In both cases, some of us have responded "why not use cpusets", and the
original submitters have replied "cpusets are too fat" (well, they
were more diplomatic than that, but I guess I can say that ;)

I wonder if there might be room for a "tiny cpusets" configuration
option:
* provide the same hooks to the rest of the kernel, and
* provide the same syntactic interface to user space, but
* with more limited semantics.

The primary semantic limit I'd suggest would be supporting exactly
one layer depth of cpusets, not a full hierarchy. So one could still
successfully issue from user space 'mkdir /dev/cpuset/foo', but trying
to do 'mkdir /dev/cpuset/foo/bar' would fail. This reminds me of
very early FAT file systems, which had just a single, fixed size
root directory ;).
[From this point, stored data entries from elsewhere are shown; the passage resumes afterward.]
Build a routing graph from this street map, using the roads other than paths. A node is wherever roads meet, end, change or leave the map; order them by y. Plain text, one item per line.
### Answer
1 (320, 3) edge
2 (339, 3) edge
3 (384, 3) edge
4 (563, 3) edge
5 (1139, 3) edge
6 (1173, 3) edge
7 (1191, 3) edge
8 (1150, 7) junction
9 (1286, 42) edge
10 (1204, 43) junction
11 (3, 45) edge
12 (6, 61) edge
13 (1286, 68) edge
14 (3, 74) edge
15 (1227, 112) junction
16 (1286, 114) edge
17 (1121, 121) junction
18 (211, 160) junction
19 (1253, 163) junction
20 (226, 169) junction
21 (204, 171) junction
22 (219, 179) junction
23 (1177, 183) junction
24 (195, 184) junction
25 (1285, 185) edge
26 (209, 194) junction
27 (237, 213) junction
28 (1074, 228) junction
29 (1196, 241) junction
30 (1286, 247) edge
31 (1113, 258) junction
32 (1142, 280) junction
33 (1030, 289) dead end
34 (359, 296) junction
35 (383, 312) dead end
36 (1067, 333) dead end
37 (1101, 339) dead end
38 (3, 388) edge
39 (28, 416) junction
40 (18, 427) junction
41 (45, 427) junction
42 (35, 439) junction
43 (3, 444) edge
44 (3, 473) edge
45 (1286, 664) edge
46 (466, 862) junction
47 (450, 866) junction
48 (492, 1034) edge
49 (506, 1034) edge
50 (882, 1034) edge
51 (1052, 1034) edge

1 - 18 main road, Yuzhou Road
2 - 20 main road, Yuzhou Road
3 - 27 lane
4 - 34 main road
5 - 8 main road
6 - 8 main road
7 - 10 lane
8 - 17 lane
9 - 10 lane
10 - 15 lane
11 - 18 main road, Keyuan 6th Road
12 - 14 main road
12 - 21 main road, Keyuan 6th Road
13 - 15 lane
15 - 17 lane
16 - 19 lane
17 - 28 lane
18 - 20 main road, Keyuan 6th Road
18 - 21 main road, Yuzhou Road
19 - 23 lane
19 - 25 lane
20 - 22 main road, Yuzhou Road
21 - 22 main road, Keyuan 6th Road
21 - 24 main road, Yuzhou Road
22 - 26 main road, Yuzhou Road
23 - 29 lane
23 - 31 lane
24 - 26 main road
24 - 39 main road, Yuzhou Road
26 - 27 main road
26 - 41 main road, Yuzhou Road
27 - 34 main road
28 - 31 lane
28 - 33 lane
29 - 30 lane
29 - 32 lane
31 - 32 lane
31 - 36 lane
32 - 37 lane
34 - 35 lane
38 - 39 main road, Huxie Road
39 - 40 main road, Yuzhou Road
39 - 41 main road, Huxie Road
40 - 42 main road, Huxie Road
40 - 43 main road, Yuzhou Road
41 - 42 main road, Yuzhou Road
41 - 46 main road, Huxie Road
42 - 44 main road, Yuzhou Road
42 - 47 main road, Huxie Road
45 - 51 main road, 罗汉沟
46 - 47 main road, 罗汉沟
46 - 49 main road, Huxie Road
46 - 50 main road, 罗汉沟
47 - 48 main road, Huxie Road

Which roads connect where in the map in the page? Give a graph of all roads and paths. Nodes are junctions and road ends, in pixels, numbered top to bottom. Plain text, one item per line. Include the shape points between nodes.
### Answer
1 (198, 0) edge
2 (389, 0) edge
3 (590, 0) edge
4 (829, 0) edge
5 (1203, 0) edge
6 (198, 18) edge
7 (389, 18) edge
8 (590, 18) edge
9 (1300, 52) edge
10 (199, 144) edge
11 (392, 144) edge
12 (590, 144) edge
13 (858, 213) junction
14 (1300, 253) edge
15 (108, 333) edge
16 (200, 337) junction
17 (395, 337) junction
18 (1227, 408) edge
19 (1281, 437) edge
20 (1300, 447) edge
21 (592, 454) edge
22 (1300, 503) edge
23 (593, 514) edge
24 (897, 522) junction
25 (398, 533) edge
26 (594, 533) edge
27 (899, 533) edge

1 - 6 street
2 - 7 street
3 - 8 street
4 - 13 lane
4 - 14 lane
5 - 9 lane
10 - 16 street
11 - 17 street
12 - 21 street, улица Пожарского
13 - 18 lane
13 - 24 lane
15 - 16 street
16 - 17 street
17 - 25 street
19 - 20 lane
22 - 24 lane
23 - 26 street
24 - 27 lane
There might even be a configurable fixed upper
limit on how many /dev/cpuset/* directories were allowed, further
simplifying the locking and dynamic memory behavior of this apparatus.

Some other features that aren't so easy to implement, and which have
less value on small systems, such as notify_on_release, could also be
stubbed out and always disabled, simply returning error if requested
to be enabled from user space. The recent, chunky piece of code
needed to compute dynamic sched domains from the cpuset hierarchy
probably admits of a simpler variant in the tiny cpuset configuration.

I suppose it would still be a vfs-based pseudo file system (even
embedded Linux still has that infrastructure), except that the vfs
operator functions could be simpler, as this would really be just
a flat set of cpumask_t's and nodemask_t's at the core of the
implementation, not an arbitrarily nested hierarchy of them. See
further my comments on cgroups, below.

The rest of the kernel would see no difference ... except that some
of the cpuset_*() hooks would return more quickly. This tiny cpuset
option would provide the same kernel hooks as are now provided by
the defines and inline stubs, in the "#else" to "#endif" half of the
"#ifdef CONFIG_CPUSETS" code lines in linux/cpuset.h.

User space would see the same API, except that some valid operations
on full cpusets, such as a nested mkdir, would fail on tiny cpusets.

How this extends to cgroups I don't know; for now I suspect that most
cgroup module development is motivated by the needs of larger systems,
not smaller systems. However, cpusets is now a module client of
cgroups, and it is cgroups that now provides cpusets with its interface
to the vfs infrastructure. It would seem unfortunate if this relation
was not continued with tiny cpusets. Perhaps someone can imagine a tiny
cgroups? This might be the most difficult part of this proposal.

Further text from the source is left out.